With this beginning, Robert Kaplow sweeps readers into a breakneck romantic farce that reads like a Who’s Who of the classic American theater. At center stage is the twenty-two year old Orson Welles, about to launch his debut production of Julius Caesar. Enter Richard Samuels, an achingly sincere teenager who literally walks into his first acting job. What he finds is a whirlwind of comedy and pathos, self-absorbed celebrities and their outsized egos, art and love. Me and Orson Welles is a joy.
When I saw the trailer for the upcoming film Me and Orson Welles, I knew I had to read the book on which the movie is based. The story looked tailor-made to cater to my tastes – the clothes, the music, the theater of the time period, I love it all. With the book, Robert Kaplow has crafted a witty and insightful coming-of-age story that doubles as one of the best love letters to a bygone age that you could wish for. (Just a heads up, there is some off-color language in this book – I would’ve preferred a less, but if you can get past that the story is that the story is terrific!) In the late 1930s, America was in a depression with no thought of the war to come, and master songsmiths like Irving Berlin and Cole Porter were making their contributions to what would become known as the Great American Songbook. It was a “golden age,” when American films featured stars like Gary Cooper and Cary Grant, and the theater was peopled by the likes of the Barrymores and young Orson Welles.
Into this glittering theatrical world, seventeen-year-old Richard Samuels literally stumbles upon his first acting job – a bit part in Welles’s fledgling Mercury Theatre production of Julius Caesar.
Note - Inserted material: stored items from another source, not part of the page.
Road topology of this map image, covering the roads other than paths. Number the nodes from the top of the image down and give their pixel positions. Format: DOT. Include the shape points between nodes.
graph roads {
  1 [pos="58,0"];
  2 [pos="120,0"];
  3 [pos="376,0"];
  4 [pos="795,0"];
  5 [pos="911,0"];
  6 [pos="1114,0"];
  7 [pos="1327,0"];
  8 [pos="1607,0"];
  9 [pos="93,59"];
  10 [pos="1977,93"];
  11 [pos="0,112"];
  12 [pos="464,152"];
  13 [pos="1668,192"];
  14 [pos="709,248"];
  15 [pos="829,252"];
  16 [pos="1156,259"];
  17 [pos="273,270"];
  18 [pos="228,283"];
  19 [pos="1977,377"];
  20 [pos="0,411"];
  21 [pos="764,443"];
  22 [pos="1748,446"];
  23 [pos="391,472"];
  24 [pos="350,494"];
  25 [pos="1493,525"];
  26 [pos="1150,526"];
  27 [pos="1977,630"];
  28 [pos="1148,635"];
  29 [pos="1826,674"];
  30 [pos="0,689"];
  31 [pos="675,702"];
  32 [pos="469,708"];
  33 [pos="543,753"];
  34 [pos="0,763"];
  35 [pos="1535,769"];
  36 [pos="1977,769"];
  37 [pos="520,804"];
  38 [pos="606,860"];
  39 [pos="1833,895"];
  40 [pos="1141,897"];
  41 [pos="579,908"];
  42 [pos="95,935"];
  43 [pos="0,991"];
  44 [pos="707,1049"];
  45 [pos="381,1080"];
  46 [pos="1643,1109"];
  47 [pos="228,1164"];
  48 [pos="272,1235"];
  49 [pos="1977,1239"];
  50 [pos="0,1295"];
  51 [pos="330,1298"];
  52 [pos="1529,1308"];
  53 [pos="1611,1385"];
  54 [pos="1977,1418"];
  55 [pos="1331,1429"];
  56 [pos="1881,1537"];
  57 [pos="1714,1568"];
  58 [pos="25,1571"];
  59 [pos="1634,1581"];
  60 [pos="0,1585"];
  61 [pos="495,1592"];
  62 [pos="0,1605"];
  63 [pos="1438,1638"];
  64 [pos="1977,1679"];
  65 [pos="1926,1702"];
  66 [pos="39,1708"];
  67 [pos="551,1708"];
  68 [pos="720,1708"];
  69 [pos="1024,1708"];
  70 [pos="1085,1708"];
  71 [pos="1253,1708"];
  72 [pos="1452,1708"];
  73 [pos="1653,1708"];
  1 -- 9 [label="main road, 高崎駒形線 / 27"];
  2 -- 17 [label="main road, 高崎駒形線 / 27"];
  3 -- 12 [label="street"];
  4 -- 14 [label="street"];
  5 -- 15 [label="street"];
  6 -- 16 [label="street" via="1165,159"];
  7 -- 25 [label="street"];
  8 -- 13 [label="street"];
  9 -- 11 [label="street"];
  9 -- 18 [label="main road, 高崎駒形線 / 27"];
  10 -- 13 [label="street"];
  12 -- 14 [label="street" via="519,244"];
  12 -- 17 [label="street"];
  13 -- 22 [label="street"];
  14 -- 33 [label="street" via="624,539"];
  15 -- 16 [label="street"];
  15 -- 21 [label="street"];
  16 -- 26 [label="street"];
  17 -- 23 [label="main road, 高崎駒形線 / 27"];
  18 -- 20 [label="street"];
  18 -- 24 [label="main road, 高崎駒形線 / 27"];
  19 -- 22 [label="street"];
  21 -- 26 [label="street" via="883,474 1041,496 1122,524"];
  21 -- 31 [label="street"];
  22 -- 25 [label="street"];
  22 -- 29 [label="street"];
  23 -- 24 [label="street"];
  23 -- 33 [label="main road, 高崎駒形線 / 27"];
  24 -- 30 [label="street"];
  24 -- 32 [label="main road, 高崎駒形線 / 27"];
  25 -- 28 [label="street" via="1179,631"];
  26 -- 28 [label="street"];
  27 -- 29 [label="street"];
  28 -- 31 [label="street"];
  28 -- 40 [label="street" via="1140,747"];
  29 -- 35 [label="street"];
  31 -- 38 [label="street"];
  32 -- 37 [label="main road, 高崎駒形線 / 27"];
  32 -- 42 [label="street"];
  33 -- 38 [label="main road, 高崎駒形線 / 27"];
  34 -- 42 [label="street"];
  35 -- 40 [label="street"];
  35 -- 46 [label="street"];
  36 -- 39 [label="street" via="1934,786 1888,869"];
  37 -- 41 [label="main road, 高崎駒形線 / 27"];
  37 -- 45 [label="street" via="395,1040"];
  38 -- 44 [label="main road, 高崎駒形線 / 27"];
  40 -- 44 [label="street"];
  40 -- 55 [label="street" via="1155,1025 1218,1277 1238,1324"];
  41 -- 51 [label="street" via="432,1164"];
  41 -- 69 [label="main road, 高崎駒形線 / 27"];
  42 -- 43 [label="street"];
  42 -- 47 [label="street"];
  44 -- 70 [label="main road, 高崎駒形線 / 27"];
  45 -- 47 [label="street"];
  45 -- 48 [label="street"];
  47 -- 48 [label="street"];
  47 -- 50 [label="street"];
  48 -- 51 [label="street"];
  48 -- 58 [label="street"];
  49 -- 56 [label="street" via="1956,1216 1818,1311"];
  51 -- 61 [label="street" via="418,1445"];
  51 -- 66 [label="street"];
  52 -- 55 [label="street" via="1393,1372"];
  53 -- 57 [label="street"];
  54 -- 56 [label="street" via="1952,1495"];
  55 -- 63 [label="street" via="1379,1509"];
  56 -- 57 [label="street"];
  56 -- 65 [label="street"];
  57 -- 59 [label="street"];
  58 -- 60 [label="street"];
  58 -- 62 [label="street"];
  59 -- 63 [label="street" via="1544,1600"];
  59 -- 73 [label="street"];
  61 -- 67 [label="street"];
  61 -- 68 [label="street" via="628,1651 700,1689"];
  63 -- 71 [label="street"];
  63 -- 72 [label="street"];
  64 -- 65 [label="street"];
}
Full of big dreams and hopelessly idealistic, Richard has no idea what he’s gotten into when he joins the production and finds himself in Orson Welles’s starry orbit. Welles is a star on the rise and he knows it. The man is a pompous jerk but the allure of his genius is irresistibly strong and undeniable. In one short week, Richard probably learns more about life, love, and his own purpose and self-worth than many people do in an entire lifetime.
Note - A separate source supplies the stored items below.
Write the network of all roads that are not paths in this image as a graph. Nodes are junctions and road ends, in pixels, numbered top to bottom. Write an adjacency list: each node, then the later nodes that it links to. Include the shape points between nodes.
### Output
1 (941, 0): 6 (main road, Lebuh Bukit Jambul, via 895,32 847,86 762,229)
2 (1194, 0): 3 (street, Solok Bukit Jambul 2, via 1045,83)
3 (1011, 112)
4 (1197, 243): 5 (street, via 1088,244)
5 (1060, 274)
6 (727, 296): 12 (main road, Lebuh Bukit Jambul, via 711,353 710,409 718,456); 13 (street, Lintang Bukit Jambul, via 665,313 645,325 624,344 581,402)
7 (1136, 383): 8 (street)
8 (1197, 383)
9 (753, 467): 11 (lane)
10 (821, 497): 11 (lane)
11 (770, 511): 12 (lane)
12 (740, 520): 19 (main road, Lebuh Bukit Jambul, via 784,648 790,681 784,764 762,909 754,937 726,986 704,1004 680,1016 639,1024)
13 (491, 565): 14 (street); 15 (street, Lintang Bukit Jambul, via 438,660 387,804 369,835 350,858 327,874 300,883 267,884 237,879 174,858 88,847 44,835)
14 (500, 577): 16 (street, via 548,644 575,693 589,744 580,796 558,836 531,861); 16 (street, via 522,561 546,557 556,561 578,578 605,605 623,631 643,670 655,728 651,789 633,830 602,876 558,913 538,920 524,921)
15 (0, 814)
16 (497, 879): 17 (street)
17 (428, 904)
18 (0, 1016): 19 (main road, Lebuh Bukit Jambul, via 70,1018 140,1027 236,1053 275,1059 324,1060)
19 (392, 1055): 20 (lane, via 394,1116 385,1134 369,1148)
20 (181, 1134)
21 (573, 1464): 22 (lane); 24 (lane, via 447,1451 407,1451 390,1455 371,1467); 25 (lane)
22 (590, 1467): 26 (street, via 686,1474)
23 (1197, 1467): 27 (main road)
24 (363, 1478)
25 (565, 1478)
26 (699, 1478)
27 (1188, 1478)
Richard’s voice just shines and makes this novel a joy to read. He’s worldly-wise yet naïve, sarcastic yet sweet – in other words, a typical teenager made up of all the confusion and contradictions that accompany that time of one’s life. Kaplow also excels at building his setting – he absolutely nails NYC. The city itself is as much of a character as Richard or Welles, and reading the descriptive passages in the novel made the sights, sounds, and smells of the city come alive. This book is also one of the best mash-ups of fiction and historical fact that I’ve ever come across. I’m a huge classic film fan, so reading about Orson Welles’s theatrical beginnings, or learning that actor Joseph Cotten was a member of the Mercury Theatre troupe, were absolutely fascinating. While I could never claim to be a Wellesian scholar, based on my perception of Orson Welles’s character from his films that I’ve seen, Kaplow has done an excellent job of capturing the essence of the man. Every time Welles spoke on the page, it was his unmistakable voice that I heard in my head while reading.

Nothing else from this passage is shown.